Down to the last character, transcribe every record.

[THE RECORDS Boundary: Start]

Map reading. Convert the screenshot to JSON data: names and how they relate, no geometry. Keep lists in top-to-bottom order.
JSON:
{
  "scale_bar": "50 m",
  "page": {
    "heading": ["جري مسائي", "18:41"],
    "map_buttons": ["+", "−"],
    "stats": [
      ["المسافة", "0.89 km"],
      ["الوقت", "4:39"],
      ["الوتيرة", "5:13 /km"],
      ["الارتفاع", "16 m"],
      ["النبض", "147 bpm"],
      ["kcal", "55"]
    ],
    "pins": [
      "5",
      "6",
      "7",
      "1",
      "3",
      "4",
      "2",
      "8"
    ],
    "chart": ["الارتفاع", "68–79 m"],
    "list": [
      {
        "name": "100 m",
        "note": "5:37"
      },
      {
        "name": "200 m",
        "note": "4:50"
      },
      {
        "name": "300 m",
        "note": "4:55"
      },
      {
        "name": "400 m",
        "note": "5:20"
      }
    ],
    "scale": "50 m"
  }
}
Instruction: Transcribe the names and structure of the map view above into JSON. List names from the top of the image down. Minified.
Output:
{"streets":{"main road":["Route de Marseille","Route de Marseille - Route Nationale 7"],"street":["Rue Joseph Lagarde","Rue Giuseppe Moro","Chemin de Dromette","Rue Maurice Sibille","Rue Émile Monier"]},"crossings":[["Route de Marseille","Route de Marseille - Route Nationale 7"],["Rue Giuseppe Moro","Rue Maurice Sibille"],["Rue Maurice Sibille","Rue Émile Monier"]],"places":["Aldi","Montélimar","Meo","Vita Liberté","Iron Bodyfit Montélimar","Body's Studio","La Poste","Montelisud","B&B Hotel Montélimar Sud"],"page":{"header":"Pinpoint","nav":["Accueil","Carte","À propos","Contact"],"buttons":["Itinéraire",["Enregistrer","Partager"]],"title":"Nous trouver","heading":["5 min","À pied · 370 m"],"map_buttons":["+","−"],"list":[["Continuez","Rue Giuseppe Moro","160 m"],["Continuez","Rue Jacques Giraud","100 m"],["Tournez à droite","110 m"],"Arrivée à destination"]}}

[THE RECORDS Boundary: End]

YOUR RESPONSE ▸
Map reading. Convert the screenshot to JSON data: names and how they relate, no geometry. Keep lists in top-to-bottom order.
JSON:
{
  "scale_bar": "50 m",
  "page": {
    "heading": ["جري مسائي", "18:41"],
    "map_buttons": ["+", "−"],
    "stats": [
      ["المسافة", "0.89 km"],
      ["الوقت", "4:39"],
      ["الوتيرة", "5:13 /km"],
      ["الارتفاع", "16 m"],
      ["النبض", "147 bpm"],
      ["kcal", "55"]
    ],
    "pins": [
      "5",
      "6",
      "7",
      "1",
      "3",
      "4",
      "2",
      "8"
    ],
    "chart": ["الارتفاع", "68–79 m"],
    "list": [
      {
        "name": "100 m",
        "note": "5:37"
      },
      {
        "name": "200 m",
        "note": "4:50"
      },
      {
        "name": "300 m",
        "note": "4:55"
      },
      {
        "name": "400 m",
        "note": "5:20"
      }
    ],
    "scale": "50 m"
  }
}
Instruction: Transcribe the names and structure of the map view above into JSON. List names from the top of the image down. Minified.
Output:
{"streets":{"main road":["Route de Marseille","Route de Marseille - Route Nationale 7"],"street":["Rue Joseph Lagarde","Rue Giuseppe Moro","Chemin de Dromette","Rue Maurice Sibille","Rue Émile Monier"]},"crossings":[["Route de Marseille","Route de Marseille - Route Nationale 7"],["Rue Giuseppe Moro","Rue Maurice Sibille"],["Rue Maurice Sibille","Rue Émile Monier"]],"places":["Aldi","Montélimar","Meo","Vita Liberté","Iron Bodyfit Montélimar","Body's Studio","La Poste","Montelisud","B&B Hotel Montélimar Sud"],"page":{"header":"Pinpoint","nav":["Accueil","Carte","À propos","Contact"],"buttons":["Itinéraire",["Enregistrer","Partager"]],"title":"Nous trouver","heading":["5 min","À pied · 370 m"],"map_buttons":["+","−"],"list":[["Continuez","Rue Giuseppe Moro","160 m"],["Continuez","Rue Jacques Giraud","100 m"],["Tournez à droite","110 m"],"Arrivée à destination"]}}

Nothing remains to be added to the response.